May 9, 2013 8:24:04 PM PDT
Just a week after a five-year-old Kentucky boy accidentally shot and killed his two-year-old sister with a rifle he got for his birthday, some are asking how young is too young to shoot a weapon?

The guns are kid-sized with names like "Crickett" and "Chipmunk." They come in pink for little girls. However, like all guns, they can be deadly.  

Go to your local firing range and you'll see all sorts of guns, and all sorts of people shooting them. However, according to gun industry data, you'll see fewer kids than you might have a decade ago.

To many gun enthusiasts, that's a problem. A report by gun lobbyists says when it comes to hunting, "Youth participation rates are not keeping pace." It calls "The need for aggressive recruitment -- urgent."

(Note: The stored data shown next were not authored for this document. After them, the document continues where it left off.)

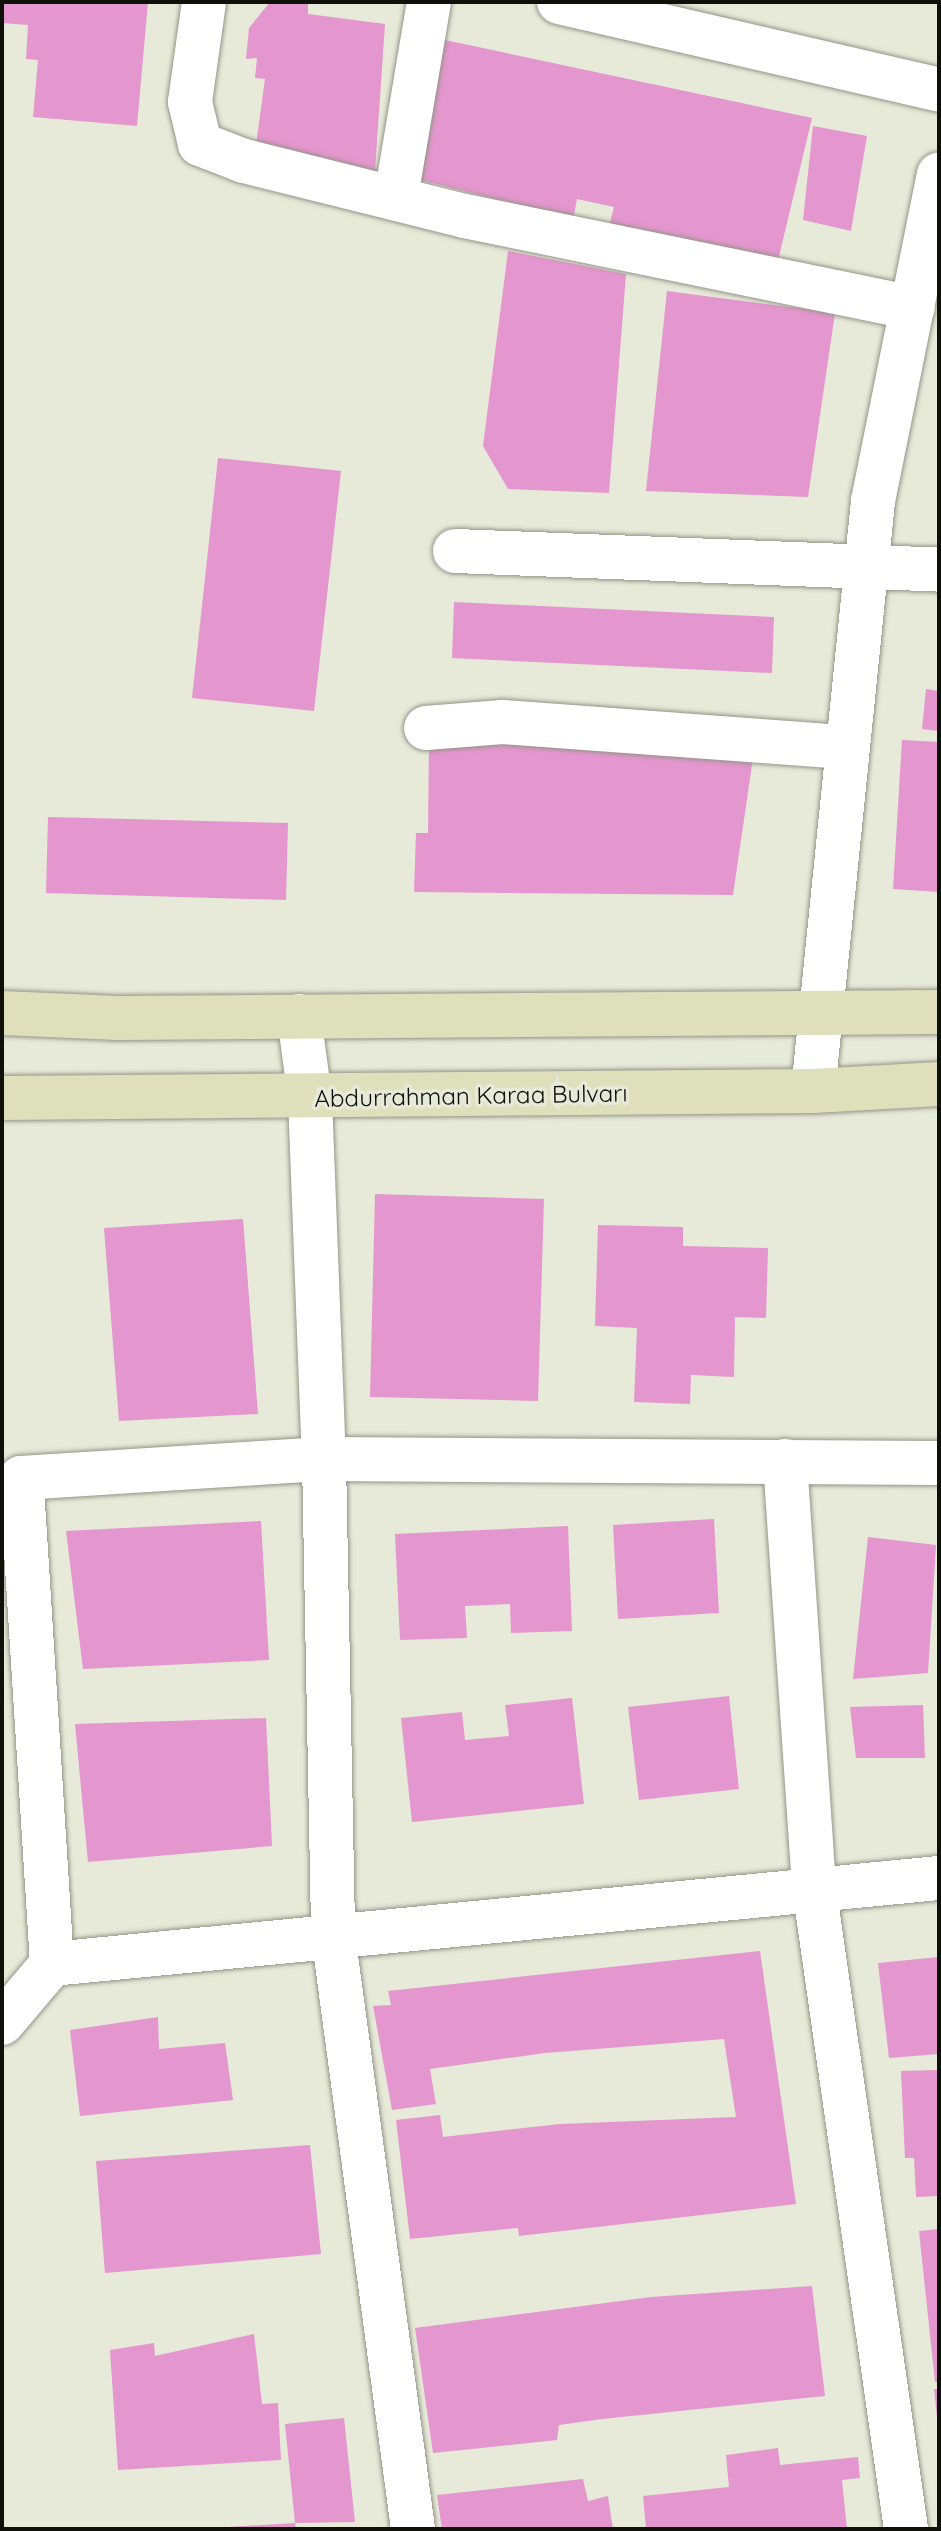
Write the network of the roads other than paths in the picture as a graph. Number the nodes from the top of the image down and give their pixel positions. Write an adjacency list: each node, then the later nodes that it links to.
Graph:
1 (204, 2): 6 (street)
2 (429, 2): 6 (street)
3 (559, 2): 4 (street)
4 (939, 90)
5 (939, 175): 7 (street)
6 (396, 197): 7 (street)
7 (913, 308): 9 (street)
8 (455, 551): 9 (street)
9 (866, 567): 10 (street); 12 (street)
10 (939, 570)
11 (426, 728): 12 (street)
12 (845, 747): 15 (street)
13 (939, 1012): 15 (main road)
14 (2, 1013): 16 (main road)
15 (818, 1013): 16 (main road); 18 (street)
16 (299, 1016): 20 (street)
17 (939, 1084): 18 (main road, Abdurrahman Karaa Bulvarı)
18 (813, 1091): 20 (main road, Abdurrahman Karaa Bulvarı)
19 (2, 1098): 20 (main road, Abdurrahman Karaa Bulvarı)
20 (310, 1098): 21 (street)
21 (324, 1459): 22 (street); 26 (street); 27 (street)
22 (785, 1461): 23 (street); 25 (street)
23 (939, 1463)
24 (939, 1878): 25 (street)
25 (814, 1887): 26 (street); 30 (street)
26 (333, 1934): 27 (street); 29 (street)
27 (52, 1964): 28 (street)
28 (2, 2023)
29 (413, 2529)
30 (906, 2529)

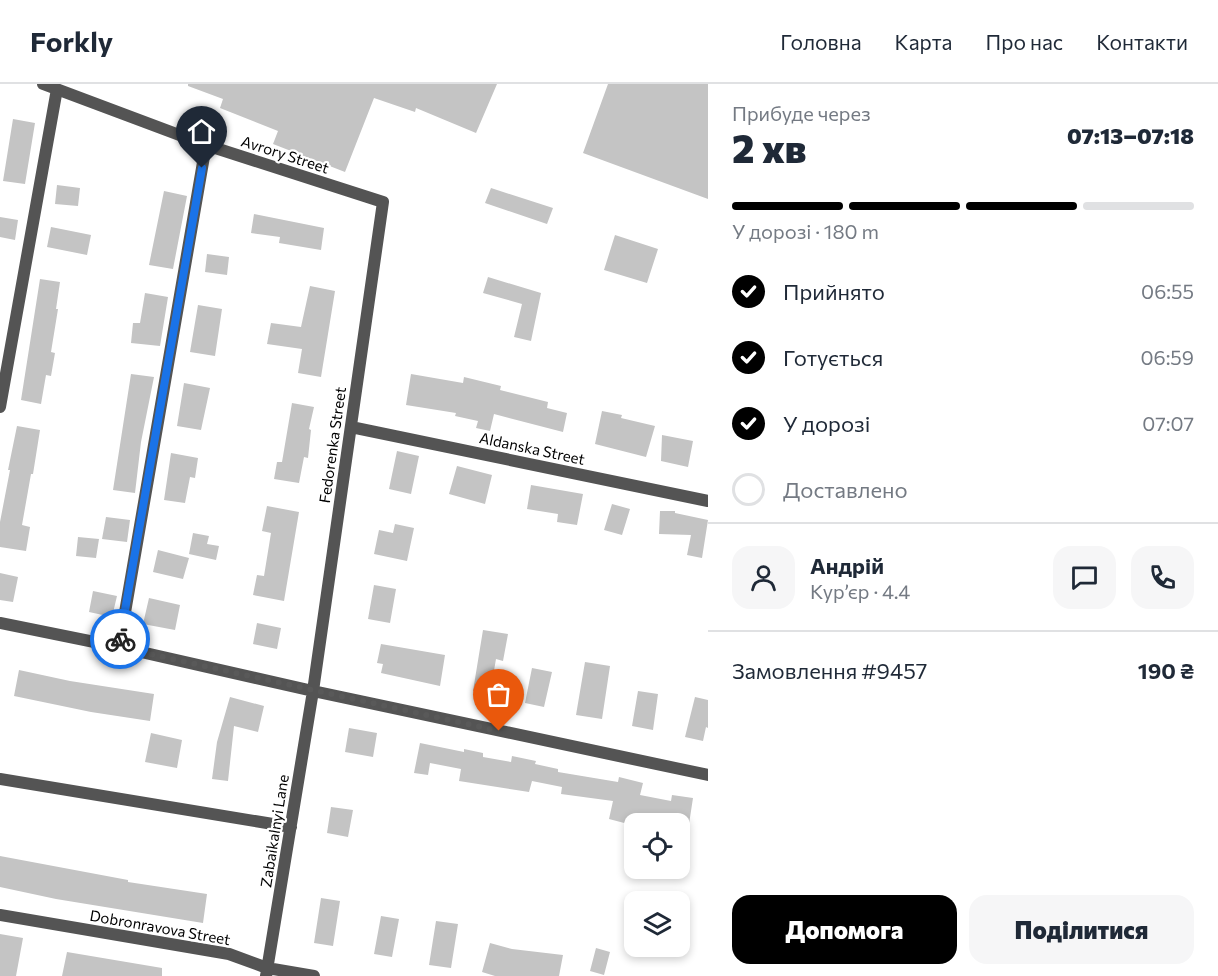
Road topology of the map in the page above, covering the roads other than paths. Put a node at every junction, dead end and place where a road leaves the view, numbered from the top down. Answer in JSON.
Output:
{"nodes":[{"id":1,"x":43,"y":84,"type":"edge"},
{"id":2,"x":57,"y":89,"type":"junction"},
{"id":3,"x":206,"y":145,"type":"junction"},
{"id":4,"x":383,"y":202,"type":"joint"},
{"id":5,"x":0,"y":407,"type":"edge"},
{"id":6,"x":351,"y":427,"type":"junction"},
{"id":7,"x":708,"y":501,"type":"edge"},
{"id":8,"x":0,"y":623,"type":"edge"},
{"id":9,"x":118,"y":647,"type":"junction"},
{"id":10,"x":313,"y":691,"type":"junction"},
{"id":11,"x":708,"y":775,"type":"edge"},
{"id":12,"x":0,"y":779,"type":"edge"},
{"id":13,"x":291,"y":827,"type":"junction"},
{"id":14,"x":0,"y":915,"type":"edge"},
{"id":15,"x":267,"y":972,"type":"edge"},
{"id":16,"x":314,"y":976,"type":"edge"}],
"edges":[{"from":1,"to":2,"type":"street","name":"Avrory Street"},
{"from":2,"to":3,"type":"street","name":"Avrory Street"},
{"from":2,"to":5,"type":"street"},
{"from":3,"to":4,"type":"street","name":"Avrory Street"},
{"from":3,"to":9,"type":"street"},
{"from":4,"to":6,"type":"street","name":"Fedorenka Street"},
{"from":6,"to":7,"type":"street","name":"Aldanska Street"},
{"from":6,"to":10,"type":"street","name":"Fedorenka Street"},
{"from":8,"to":9,"type":"street"},
{"from":9,"to":10,"type":"street"},
{"from":10,"to":11,"type":"street"},
{"from":10,"to":13,"type":"street","name":"Zabaikalnyi Lane"},
{"from":12,"to":13,"type":"street"},
{"from":13,"to":15,"type":"street","name":"Zabaikalnyi Lane"},
{"from":14,"to":15,"type":"street","name":"Dobronravova Street"},
{"from":15,"to":16,"type":"street","name":"Dobronravova Street"}]}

"And exactly what is wrong with encouraging another round of gun enthusiasts," asked Grass Roots North Carolina President Paul Valone

Valone says everyone should be encouraged to shoot guns, including kids. But should the industry target young people?

"First off, nothing is marketed to kids because kids can't buy guns," said Valone.

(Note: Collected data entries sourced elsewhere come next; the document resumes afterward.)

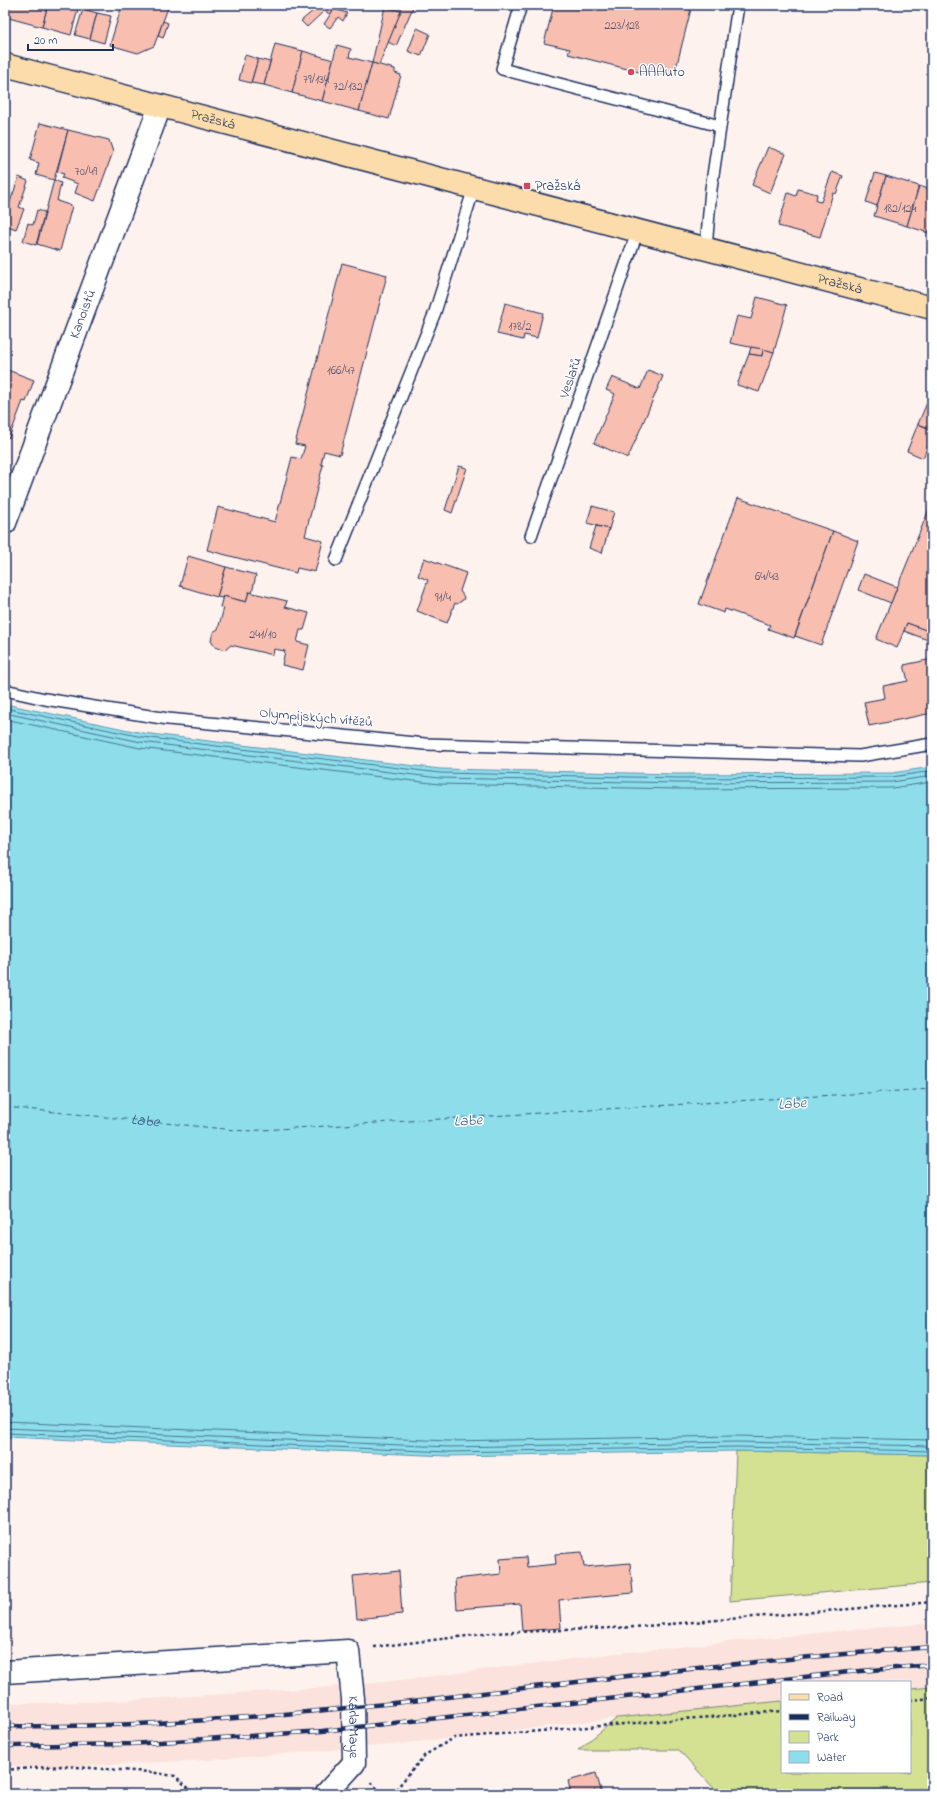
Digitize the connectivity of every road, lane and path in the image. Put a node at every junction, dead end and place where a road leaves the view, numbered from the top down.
1 (521, 5) edge
2 (738, 5) edge
3 (5, 65) edge
4 (160, 106) junction
5 (720, 126) junction
6 (474, 188) junction
7 (638, 230) junction
8 (706, 248) junction
9 (932, 308) edge
10 (5, 523) edge
11 (531, 536) dead end
12 (336, 560) dead end
13 (5, 690) edge
14 (932, 744) edge
15 (932, 1602) edge
16 (348, 1651) junction
17 (5, 1672) edge
18 (932, 1698) edge
19 (911, 1700) edge
20 (781, 1711) edge
21 (5, 1770) edge
22 (195, 1794) edge
23 (326, 1794) edge
24 (392, 1794) edge

1 - 5 lane
2 - 5 lane
3 - 4 main road, Pražská
4 - 6 main road, Pražská
4 - 10 street, Kanoistů
5 - 8 lane
6 - 7 main road, Pražská
6 - 12 lane
7 - 8 main road, Pražská
7 - 11 lane, Veslařů
8 - 9 main road, Pražská
13 - 14 lane, Olympijských vítězů
15 - 16 path
16 - 17 street
16 - 23 street, Karla Maye
18 - 19 path
20 - 24 path
21 - 22 path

Critics, however, see it differently.

"Why are we laminating them in pink and baby blue and putting hello kitty stickers on them," asked the Executive Director of North Carolinians Against Gun Violence, Gale Neely.

Neely said she sees a concerted effort to get kids shooting early through guns, gear, and even video games.

"It's about selling guns.  It's about money and that's all," said Neely. "They aren't concerned about the safety of the children."

Wendell gun shop owner Barry Perry couldn't disagree more. He sells youth rifles, even pink ones.

"The training is monumental," said Perry, "They need to understand the safety aspects, everything and not only a safe direction to shoot it, but hearing and sight protection, safety as well as firing."

If you're going to teach kids about gun safety, you have to have a gun that kids can use. Most kids' rifles are quite a bit smaller than their adult counterparts. The problem, according to critics, comes when you start making them look like toys.

They point to the Kentucky tragedy as an example, but those who've grown up with guns see it differently.

"What they're doing is marketing their product to a young shooter," said Perry.  "I'm ok with that."